### Exercise prompt
Only the text of the entries below should appear in your exact transcription; leave out every picture.

[Stored items]
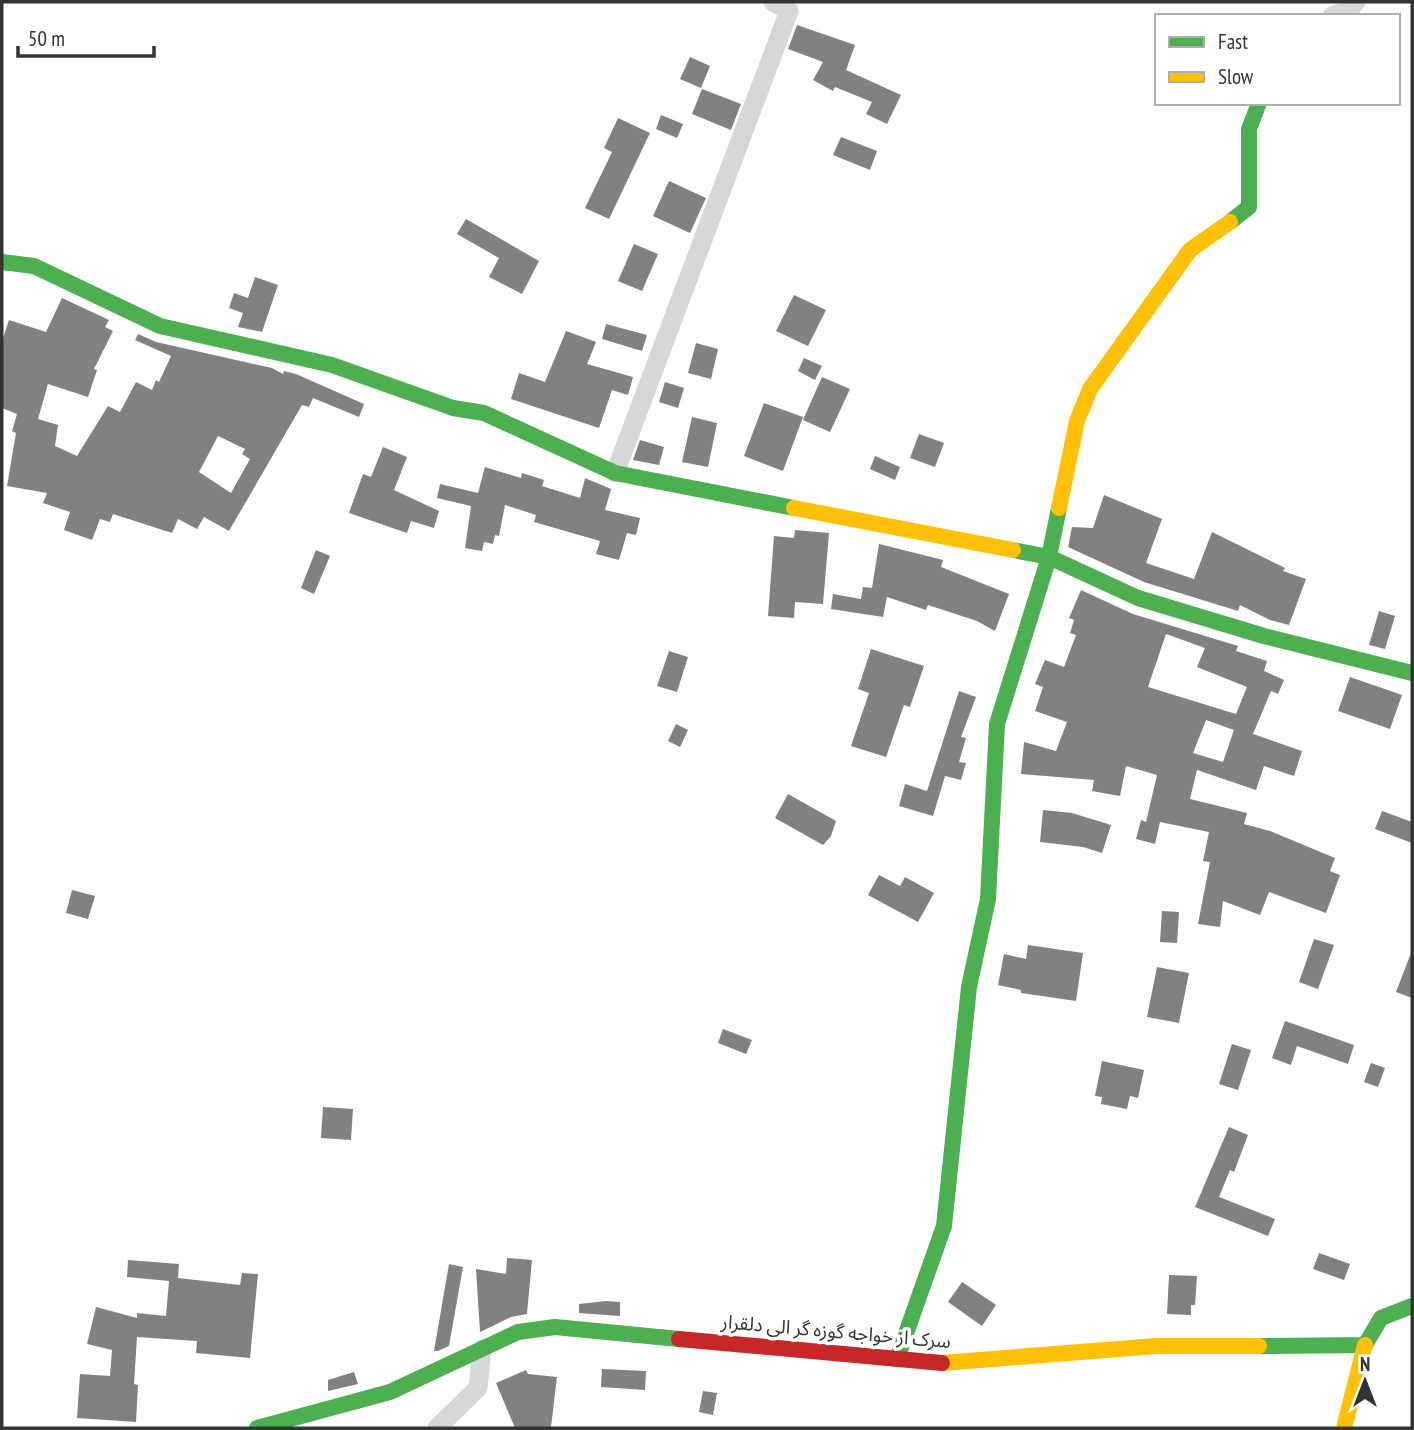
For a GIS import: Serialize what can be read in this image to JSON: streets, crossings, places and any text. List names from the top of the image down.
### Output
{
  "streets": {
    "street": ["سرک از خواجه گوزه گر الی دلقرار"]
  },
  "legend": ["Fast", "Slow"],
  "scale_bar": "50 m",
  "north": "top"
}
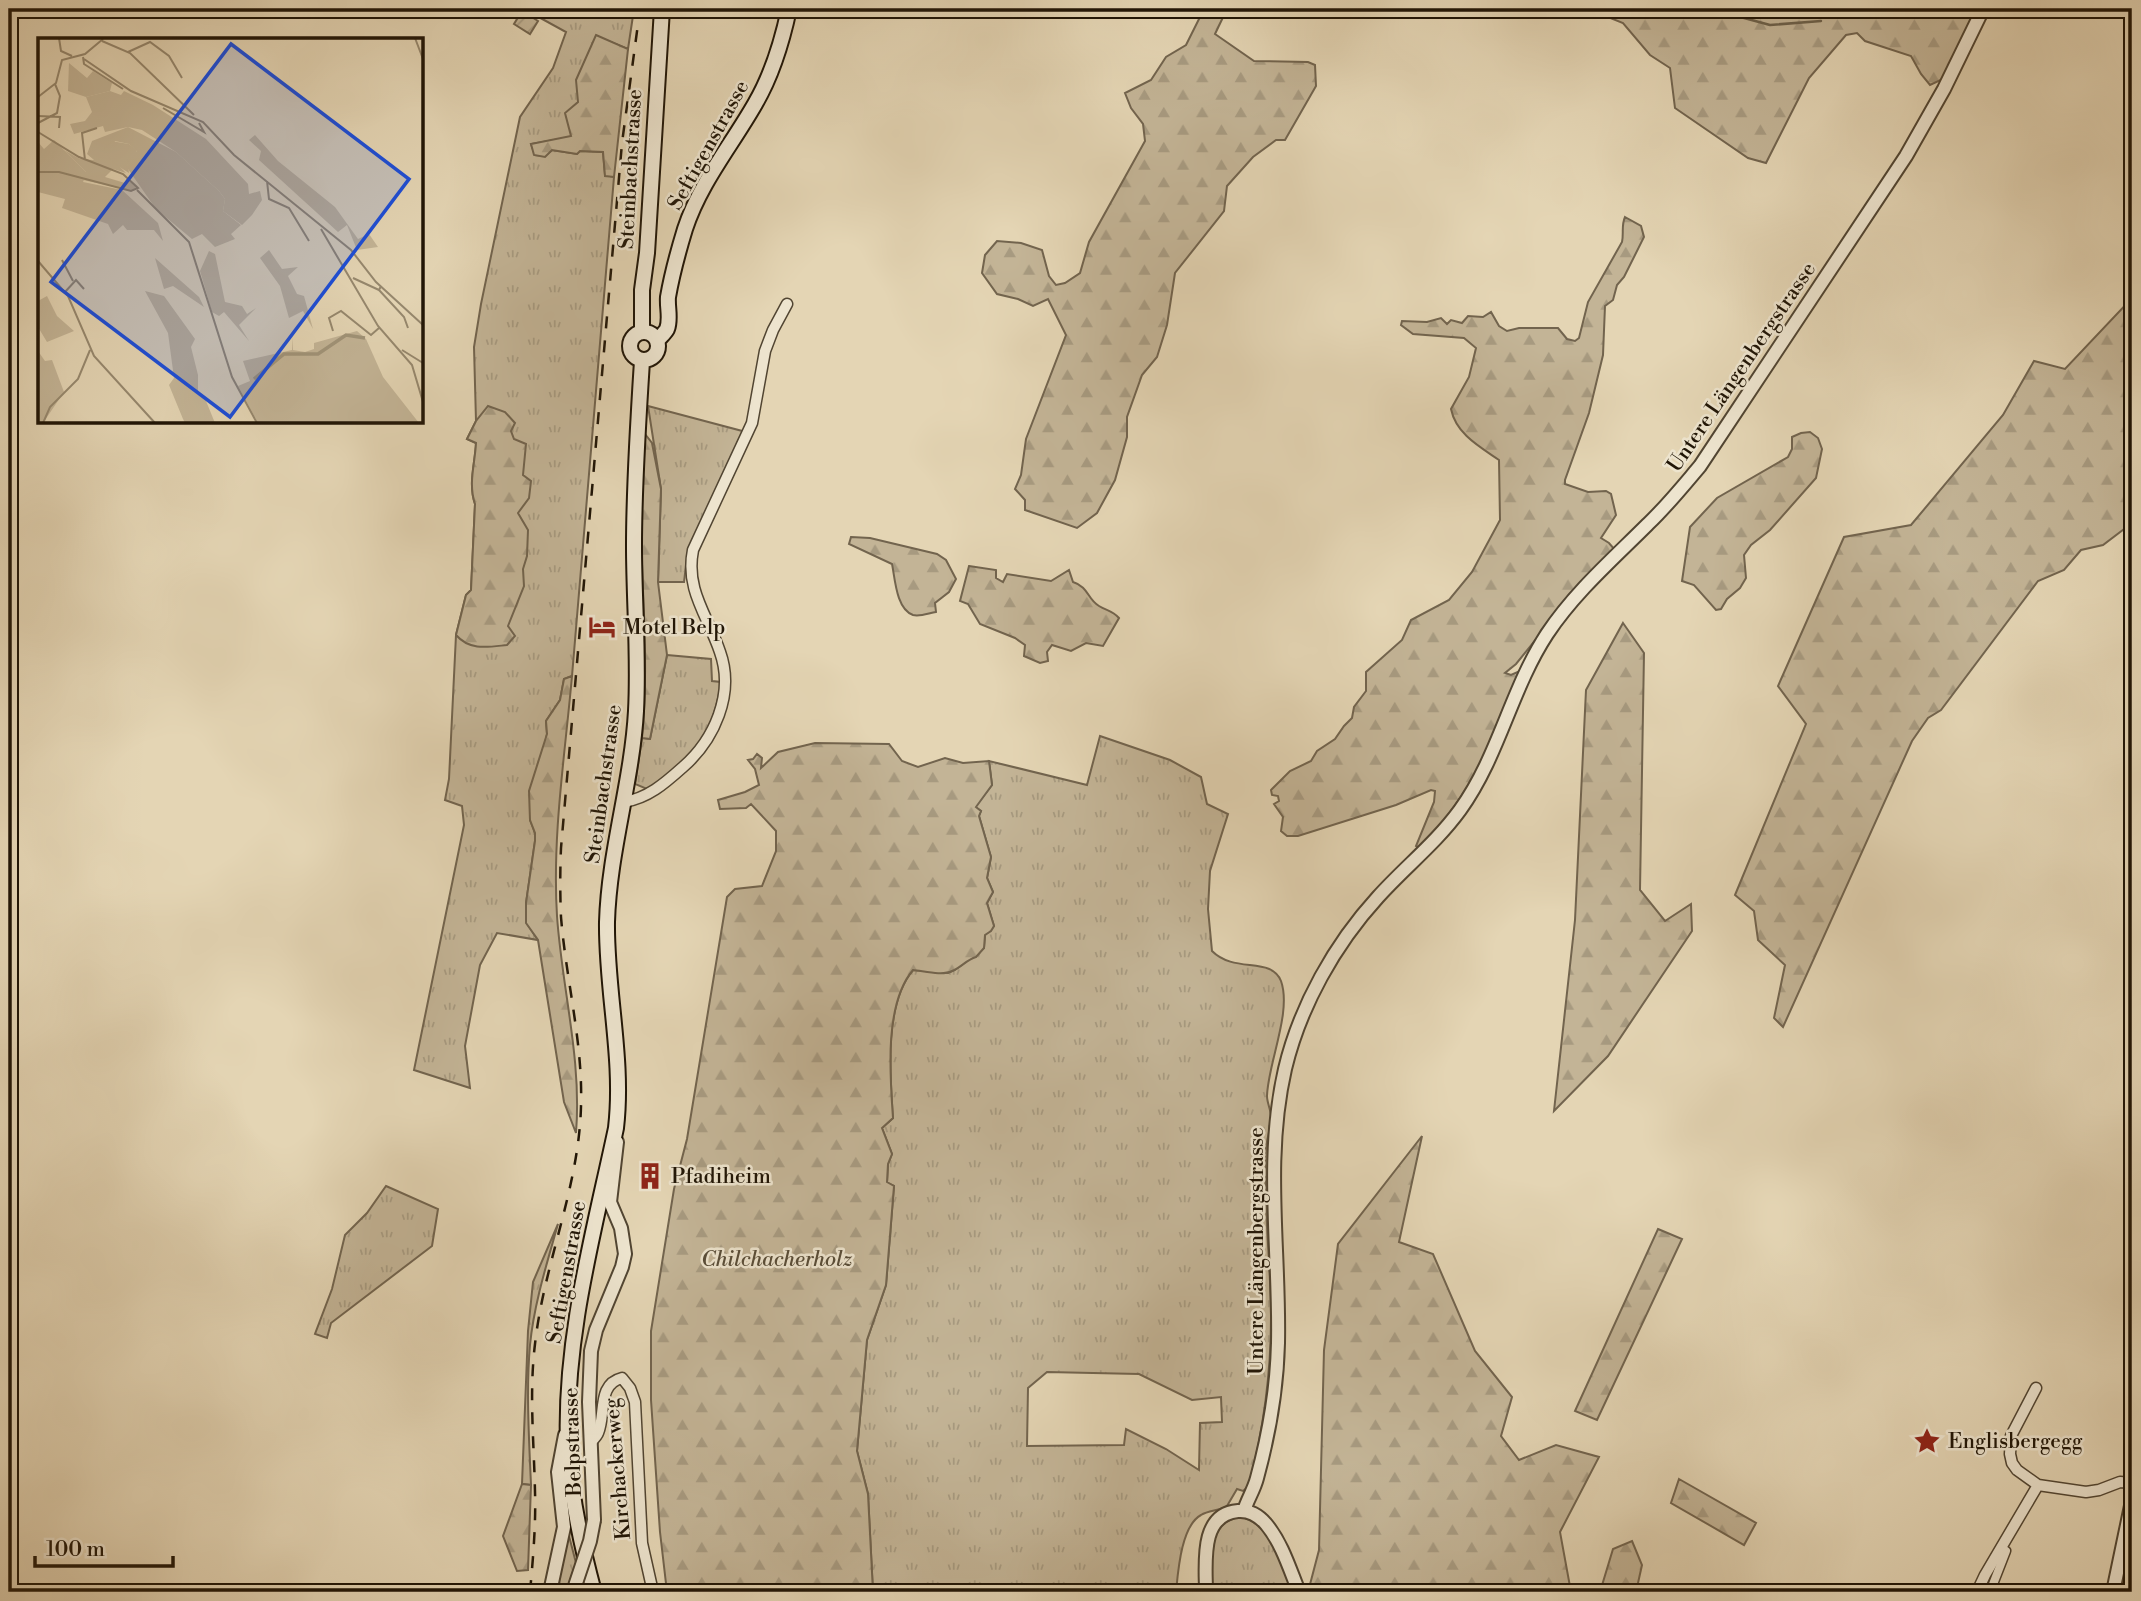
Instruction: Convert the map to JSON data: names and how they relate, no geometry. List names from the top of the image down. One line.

### Exercise result
For a GIS import: Serialize what can be read in this image to JSON: streets, crossings, places and any text. List names from the top of the image down.
### Output
{
  "streets": {
    "street": ["سرک از خواجه گوزه گر الی دلقرار"]
  },
  "legend": ["Fast", "Slow"],
  "scale_bar": "50 m",
  "north": "top"
}
Instruction: Convert the map to JSON data: names and how they relate, no geometry. List names from the top of the image down. One line.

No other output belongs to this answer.